Workflow: Workflow Management

Introduction

The components in Qlib Framework are designed in a loosely-coupled way. Users could build their own Quant research workflow with these components like Example.

Besides, Qlib provides more user-friendly interfaces named qrun to automatically run the whole workflow defined by configuration. Running the whole workflow is called an execution. With qrun, user can easily start an execution, which includes the following steps:

  • Data
    • Loading
    • Processing
    • Slicing
  • Model
    • Training and inference
    • Saving & loading
  • Evaluation
    • Forecast signal analysis
    • Backtest

For each execution, Qlib has a complete system to tracking all the information as well as artifacts generated during training, inference and evaluation phase. For more information about how Qlib handles this, please refer to the related document: Recorder: Experiment Management.

Complete Example

Before getting into details, here is a complete example of qrun, which defines the workflow in typical Quant research. Below is a typical config file of qrun.

qlib_init:
    provider_uri: "~/.qlib/qlib_data/cn_data"
    region: cn
market: &market csi300
benchmark: &benchmark SH000300
data_handler_config: &data_handler_config
    start_time: 2008-01-01
    end_time: 2020-08-01
    fit_start_time: 2008-01-01
    fit_end_time: 2014-12-31
    instruments: *market
port_analysis_config: &port_analysis_config
    strategy:
        class: TopkDropoutStrategy
        module_path: qlib.contrib.strategy.strategy
        kwargs:
            topk: 50
            n_drop: 5
            signal: <PRED>
    backtest:
        limit_threshold: 0.095
        account: 100000000
        benchmark: *benchmark
        deal_price: close
        open_cost: 0.0005
        close_cost: 0.0015
        min_cost: 5
task:
    model:
        class: LGBModel
        module_path: qlib.contrib.model.gbdt
        kwargs:
            loss: mse
            colsample_bytree: 0.8879
            learning_rate: 0.0421
            subsample: 0.8789
            lambda_l1: 205.6999
            lambda_l2: 580.9768
            max_depth: 8
            num_leaves: 210
            num_threads: 20
    dataset:
        class: DatasetH
        module_path: qlib.data.dataset
        kwargs:
            handler:
                class: Alpha158
                module_path: qlib.contrib.data.handler
                kwargs: *data_handler_config
            segments:
                train: [2008-01-01, 2014-12-31]
                valid: [2015-01-01, 2016-12-31]
                test: [2017-01-01, 2020-08-01]
    record:
        - class: SignalRecord
          module_path: qlib.workflow.record_temp
          kwargs: {}
        - class: PortAnaRecord
          module_path: qlib.workflow.record_temp
          kwargs:
              config: *port_analysis_config

After saving the config into configuration.yaml, users could start the workflow and test their ideas with a single command below.

qrun configuration.yaml

If users want to use qrun under debug mode, please use the following command:

python -m pdb qlib/workflow/cli.py examples/benchmarks/LightGBM/workflow_config_lightgbm_Alpha158.yaml

Note

qrun will be placed in your $PATH directory when installing Qlib.

Note

The symbol & in yaml file stands for an anchor of a field, which is useful when another fields include this parameter as part of the value. Taking the configuration file above as an example, users can directly change the value of market and benchmark without traversing the entire configuration file.

Configuration File

Let’s get into details of qrun in this section. Before using qrun, users need to prepare a configuration file. The following content shows how to prepare each part of the configuration file.
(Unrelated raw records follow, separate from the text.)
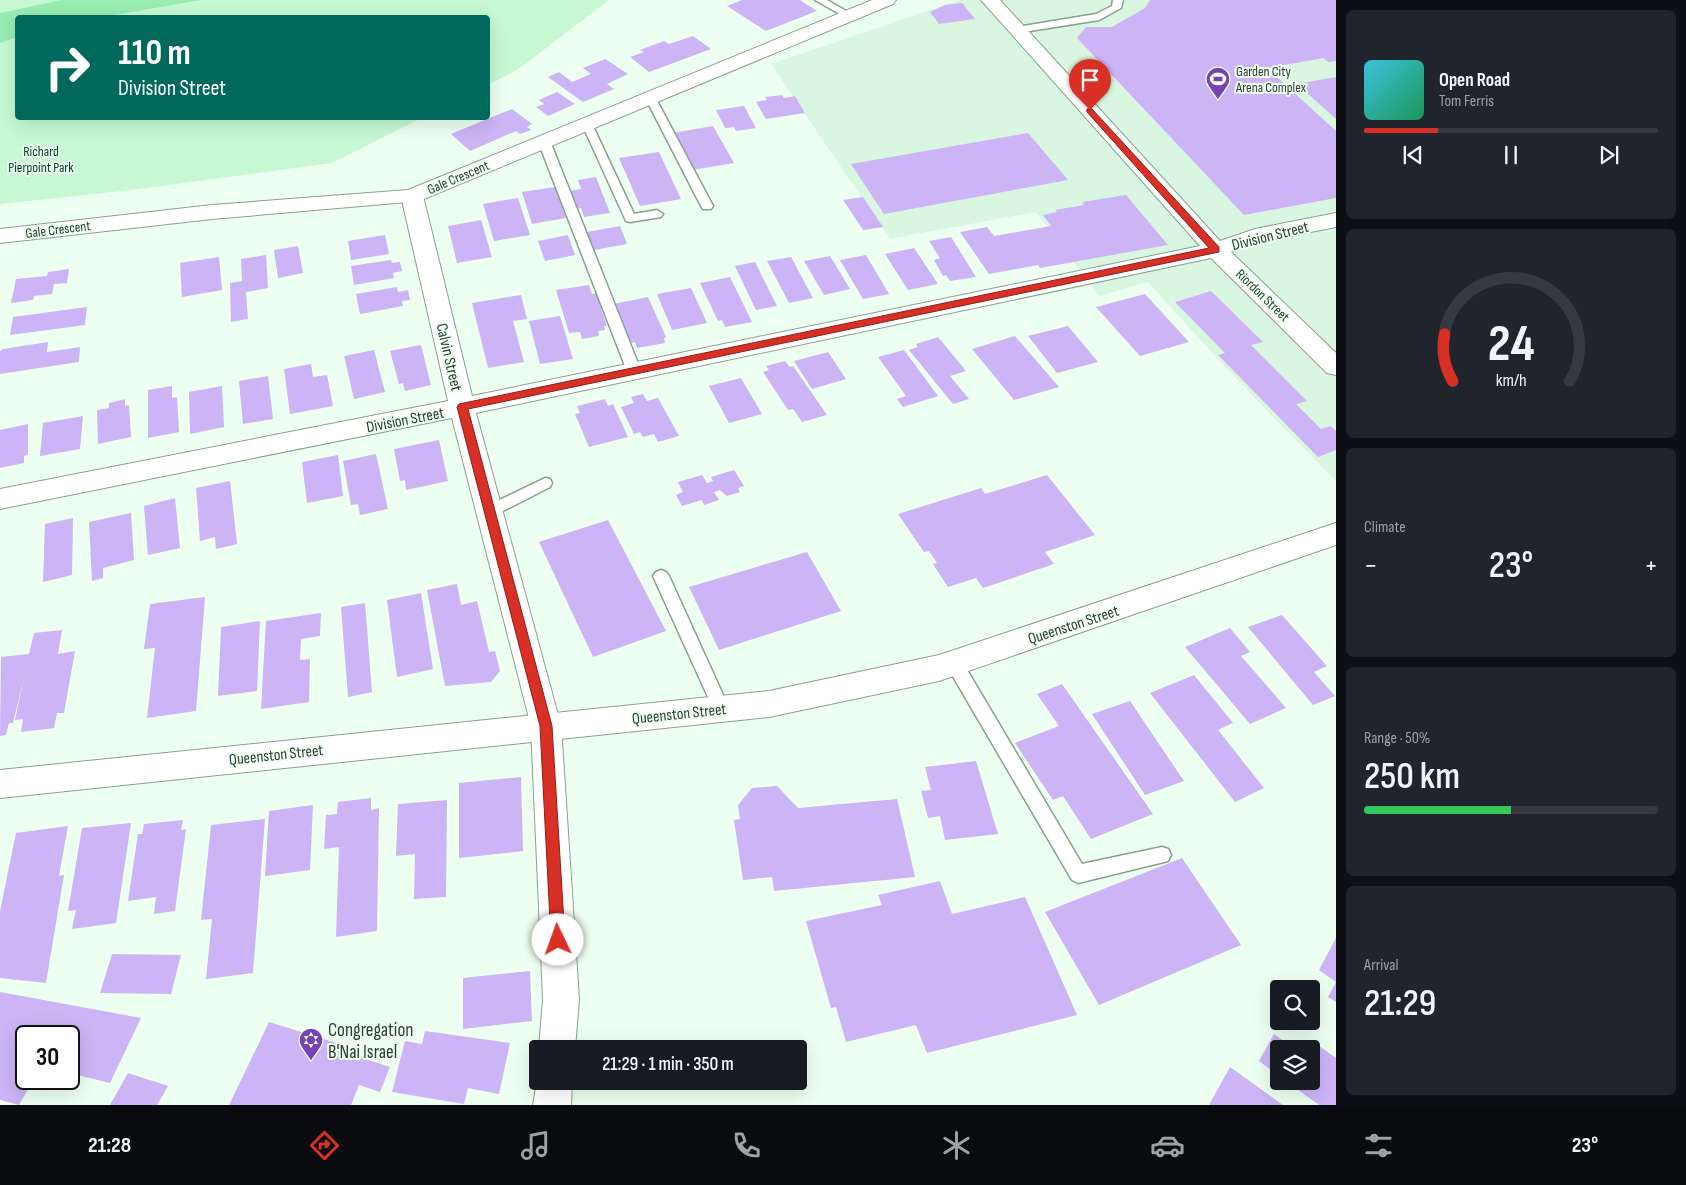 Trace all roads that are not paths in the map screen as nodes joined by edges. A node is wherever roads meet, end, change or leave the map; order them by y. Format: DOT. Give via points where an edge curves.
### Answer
graph roads {
  1 [pos="820,0"];
  2 [pos="887,0"];
  3 [pos="990,0"];
  4 [pos="1118,0"];
  5 [pos="848,15"];
  6 [pos="1017,30"];
  7 [pos="650,97"];
  8 [pos="587,124"];
  9 [pos="544,142"];
  10 [pos="412,196"];
  11 [pos="707,206"];
  12 [pos="657,214"];
  13 [pos="1336,220"];
  14 [pos="0,236"];
  15 [pos="1216,250"];
  16 [pos="1336,367"];
  17 [pos="634,371"];
  18 [pos="462,407"];
  19 [pos="545,483"];
  20 [pos="0,499"];
  21 [pos="490,511"];
  22 [pos="1336,534"];
  23 [pos="661,576"];
  24 [pos="954,663"];
  25 [pos="721,708"];
  26 [pos="546,726"];
  27 [pos="0,784"];
  28 [pos="1162,855"];
  29 [pos="558,1040"];
  30 [pos="553,1090"];
  31 [pos="552,1105"];
  1 -- 5 [label="lane"];
  2 -- 5 [label="street, Gale Crescent"];
  3 -- 6 [label="street, Riordon Street"];
  4 -- 6 [label="lane" via="1116,8 1099,17"];
  5 -- 7 [label="street, Gale Crescent"];
  6 -- 15 [label="street, Riordon Street"];
  7 -- 8 [label="street, Gale Crescent"];
  7 -- 11 [label="lane"];
  8 -- 9 [label="street, Gale Crescent"];
  8 -- 12 [label="lane" via="630,218"];
  9 -- 10 [label="street, Gale Crescent"];
  9 -- 17 [label="lane"];
  10 -- 14 [label="street, Gale Crescent" via="212,212"];
  10 -- 18 [label="street, Calvin Street"];
  13 -- 15 [label="street, Division Street" via="1255,236"];
  15 -- 16 [label="street, Riordon Street"];
  15 -- 17 [label="street, Division Street"];
  17 -- 18 [label="street, Division Street"];
  18 -- 20 [label="street, Division Street"];
  18 -- 21 [label="street, Calvin Street"];
  19 -- 21 [label="lane"];
  21 -- 26 [label="street, Calvin Street"];
  22 -- 24 [label="street, Queenston Street"];
  23 -- 25 [label="lane"];
  24 -- 25 [label="street, Queenston Street" via="769,704"];
  24 -- 28 [label="lane" via="1078,874"];
  25 -- 26 [label="street, Queenston Street"];
  26 -- 27 [label="street, Queenston Street"];
  26 -- 29 [label="street, Calvin Street" via="562,999"];
  30 -- 31 [label="street"];
}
The design logic of the configuration file is very simple. It predefines fixed workflows and provide this yaml interface to users to define how to initialize each component. It follow the design of init_instance_by_config . It defines the initialization of each component of Qlib, which typically include the class and the initialization arguments.

For example, the following yaml and code are equivalent.

model:
    class: LGBModel
    module_path: qlib.contrib.model.gbdt
    kwargs:
        loss: mse
        colsample_bytree: 0.8879
        learning_rate: 0.0421
        subsample: 0.8789
        lambda_l1: 205.6999
        lambda_l2: 580.9768
        max_depth: 8
        num_leaves: 210
        num_threads: 20
from qlib.contrib.model.gbdt import LGBModel
kwargs = {
    "loss": "mse" ,
    "colsample_bytree": 0.8879,
    "learning_rate": 0.0421,
    "subsample": 0.8789,
    "lambda_l1": 205.6999,
    "lambda_l2": 580.9768,
    "max_depth": 8,
    "num_leaves": 210,
    "num_threads": 20,
}
LGBModel(kwargs)

Qlib Init Section

At first, the configuration file needs to contain several basic parameters which will be used for qlib initialization.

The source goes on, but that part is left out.